What I had in mind was the use of state transition patterns within rule sets. These can be used to layer a degree of sequential control over the set-based pattern matching approach taken by engines like MS BRE. The basic pattern is simplicity itself, and very common. What I generally do is assert an additional ‘context’ fact to the engine (typically some custom .NET object) in which I maintain a state specifier (e.g., a simple string property). I can then group rules together to match specific states, and use a low-priority rule in each group to change the state. The ‘sequential’ flow is then governed by the state transitions. Of course, any single group of rules that match the same state do not operate in a sequential fashion amongst themselves. However, you can always just have one main rule per state if you wish. Here is a very, very simple example of the kind of pattern I have in mind.
/*********************************************
* Group 1 – ‘Started’ state
********************************************/
Rule 1
IF
AND
Context.CurrentState == “started”
MyFactA.Property1 > 5
MyFactB.Property1 < MyFactA.Property
THEN
MyFactB.Property1 = MyFactA.Property1
assert MyFactB
Rule 2 (priority -1)
IF
Context.CurrentState == “started”
THEN
Context.CurrentState = “initialised”
assert Context
/*********************************************
* Group 2 – ‘Initialised ‘ state
********************************************/
Rule 3
IF
AND
Context.CurrentState == “initialised”
MyFactA.Property2 == “USA”
THEN
MyFactA.SetCountryCode(“01”)
Rule 4
IF
AND
Context.CurrentState == “initialised”
MyFactA.Property2 == “UK”
THEN
MyFactA.SetCountryCode(“44”)
Rule 5 (priority -1)
IF
Context.CurrentState == “initialised”
THEN
Context.CurrentState = “completed”
assert Context
assert MyFactA // convenient place to re-assert MyFactA
//to avoid loops if, for example,
// MyFactA.SetCountryCode() changes the
// state of MyFactA.
/*********************************************
* Group 3 – ‘Completed’ state
********************************************/
Rule 6
IF
AND
Context.CurrentState == ” completed “
THEN
MyFactA.Property1 = 0
MyFactB.Property1 = 0
/********************************************/
The low-priority ’state transition’ rules are rules 2 and 5. Group 2 contains two main rules, whereas the other groups have just one main rule.
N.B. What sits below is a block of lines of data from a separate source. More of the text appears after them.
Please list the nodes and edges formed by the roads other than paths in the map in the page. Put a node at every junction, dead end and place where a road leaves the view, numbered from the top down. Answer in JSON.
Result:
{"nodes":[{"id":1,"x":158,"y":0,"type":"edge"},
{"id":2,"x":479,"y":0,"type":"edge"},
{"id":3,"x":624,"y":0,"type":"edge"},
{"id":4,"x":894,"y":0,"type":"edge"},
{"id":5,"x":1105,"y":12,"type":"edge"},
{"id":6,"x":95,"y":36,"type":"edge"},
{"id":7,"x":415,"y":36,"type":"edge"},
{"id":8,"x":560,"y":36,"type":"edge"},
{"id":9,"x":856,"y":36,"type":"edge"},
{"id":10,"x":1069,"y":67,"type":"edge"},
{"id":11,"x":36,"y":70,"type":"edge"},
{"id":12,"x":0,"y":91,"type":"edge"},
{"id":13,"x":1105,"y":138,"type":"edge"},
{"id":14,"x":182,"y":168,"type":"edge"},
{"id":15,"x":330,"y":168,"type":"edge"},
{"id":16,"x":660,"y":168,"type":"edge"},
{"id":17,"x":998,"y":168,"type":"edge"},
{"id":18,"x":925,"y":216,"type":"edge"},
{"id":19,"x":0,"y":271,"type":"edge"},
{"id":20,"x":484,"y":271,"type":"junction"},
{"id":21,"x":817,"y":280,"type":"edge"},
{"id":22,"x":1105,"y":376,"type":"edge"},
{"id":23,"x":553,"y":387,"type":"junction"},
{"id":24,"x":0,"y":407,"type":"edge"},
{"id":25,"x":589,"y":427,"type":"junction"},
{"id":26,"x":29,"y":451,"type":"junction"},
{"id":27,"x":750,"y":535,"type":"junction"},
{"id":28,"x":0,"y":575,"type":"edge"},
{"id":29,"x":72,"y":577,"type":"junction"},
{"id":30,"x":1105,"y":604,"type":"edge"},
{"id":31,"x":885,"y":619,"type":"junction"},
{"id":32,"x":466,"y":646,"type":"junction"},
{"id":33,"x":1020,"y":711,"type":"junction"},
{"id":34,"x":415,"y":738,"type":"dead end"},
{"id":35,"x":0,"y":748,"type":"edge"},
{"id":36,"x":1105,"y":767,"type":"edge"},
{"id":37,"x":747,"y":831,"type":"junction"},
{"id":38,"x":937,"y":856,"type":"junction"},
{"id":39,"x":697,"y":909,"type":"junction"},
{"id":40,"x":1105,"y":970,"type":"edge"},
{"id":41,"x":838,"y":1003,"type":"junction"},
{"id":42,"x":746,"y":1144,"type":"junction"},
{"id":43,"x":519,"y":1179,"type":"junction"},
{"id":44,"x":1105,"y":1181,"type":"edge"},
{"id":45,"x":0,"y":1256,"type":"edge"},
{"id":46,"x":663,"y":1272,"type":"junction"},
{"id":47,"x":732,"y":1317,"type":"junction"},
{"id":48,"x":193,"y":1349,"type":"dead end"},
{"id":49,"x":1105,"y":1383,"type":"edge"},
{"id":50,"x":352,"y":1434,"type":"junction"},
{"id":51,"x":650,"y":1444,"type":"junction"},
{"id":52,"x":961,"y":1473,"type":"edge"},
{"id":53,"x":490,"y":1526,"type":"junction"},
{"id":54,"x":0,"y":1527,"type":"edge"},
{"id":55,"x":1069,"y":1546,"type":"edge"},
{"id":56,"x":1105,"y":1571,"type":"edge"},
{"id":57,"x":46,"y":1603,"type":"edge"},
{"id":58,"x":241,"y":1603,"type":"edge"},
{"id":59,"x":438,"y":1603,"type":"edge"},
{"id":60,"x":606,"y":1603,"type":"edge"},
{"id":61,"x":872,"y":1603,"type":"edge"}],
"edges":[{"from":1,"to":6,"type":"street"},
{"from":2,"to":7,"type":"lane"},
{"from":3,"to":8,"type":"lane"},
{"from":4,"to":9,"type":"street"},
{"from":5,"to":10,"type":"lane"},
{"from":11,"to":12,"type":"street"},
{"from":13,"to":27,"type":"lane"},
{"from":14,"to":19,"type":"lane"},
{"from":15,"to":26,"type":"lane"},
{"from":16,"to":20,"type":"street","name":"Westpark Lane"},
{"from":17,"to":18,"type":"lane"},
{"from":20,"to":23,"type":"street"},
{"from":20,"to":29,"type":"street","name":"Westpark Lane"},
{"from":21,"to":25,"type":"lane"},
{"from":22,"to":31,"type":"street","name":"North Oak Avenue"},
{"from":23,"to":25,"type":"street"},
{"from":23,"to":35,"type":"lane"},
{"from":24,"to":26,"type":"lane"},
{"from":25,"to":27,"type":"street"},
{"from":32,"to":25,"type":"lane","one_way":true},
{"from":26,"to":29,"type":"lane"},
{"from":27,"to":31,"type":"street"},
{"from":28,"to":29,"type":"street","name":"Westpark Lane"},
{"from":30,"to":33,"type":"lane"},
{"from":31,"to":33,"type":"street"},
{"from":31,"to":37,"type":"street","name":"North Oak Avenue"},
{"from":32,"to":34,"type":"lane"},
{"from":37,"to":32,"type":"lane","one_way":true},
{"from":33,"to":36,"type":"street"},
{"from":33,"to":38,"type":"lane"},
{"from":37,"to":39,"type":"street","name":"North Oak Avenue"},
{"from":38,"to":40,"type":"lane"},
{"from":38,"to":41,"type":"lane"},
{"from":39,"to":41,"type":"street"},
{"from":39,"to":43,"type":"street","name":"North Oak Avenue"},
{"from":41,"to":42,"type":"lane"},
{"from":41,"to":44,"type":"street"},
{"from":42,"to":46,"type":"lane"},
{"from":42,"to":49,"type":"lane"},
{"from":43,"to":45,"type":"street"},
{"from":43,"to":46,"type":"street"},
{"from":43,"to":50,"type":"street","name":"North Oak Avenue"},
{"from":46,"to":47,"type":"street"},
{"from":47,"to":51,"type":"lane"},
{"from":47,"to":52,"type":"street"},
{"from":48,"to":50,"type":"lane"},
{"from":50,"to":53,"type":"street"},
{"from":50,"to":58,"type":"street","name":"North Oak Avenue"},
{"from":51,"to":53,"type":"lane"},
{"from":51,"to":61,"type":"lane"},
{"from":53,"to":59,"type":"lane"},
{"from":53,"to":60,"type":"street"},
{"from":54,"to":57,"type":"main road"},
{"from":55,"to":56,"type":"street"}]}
Personally, I think MS BRL (and the Rules Composer) should provide a built-in abstraction for this design pattern – i.e., provide a way of grouping rules by state, and declaring how to transition to a new state when a group has completed its work. If this was supported, it would not be necessary to explicitly define an additional low-priority rule in each group.
This design pattern can be a little difficult to maintain in MS BRE currently because the rule composer displays rules in alphabetic order in the UI, regardless of the order in which you created them, and so you cannot see the groupings and state transitions. The answer to this, of course, is to adopt a rule naming convention which makes the pattern more explicit in the UI.
I used this design pattern recently when creating a rule set for applying Bayes Theorem. See http://geekswithblogs.net/cyoung/archive/2007/08/27/114988.aspx. The rule set was written for other rule engines (Jess and CLIPS), but uses exactly the same principle. I have ported the rule set to MS BRE, but just need to clear a potential commercial hurdle before publishing the code.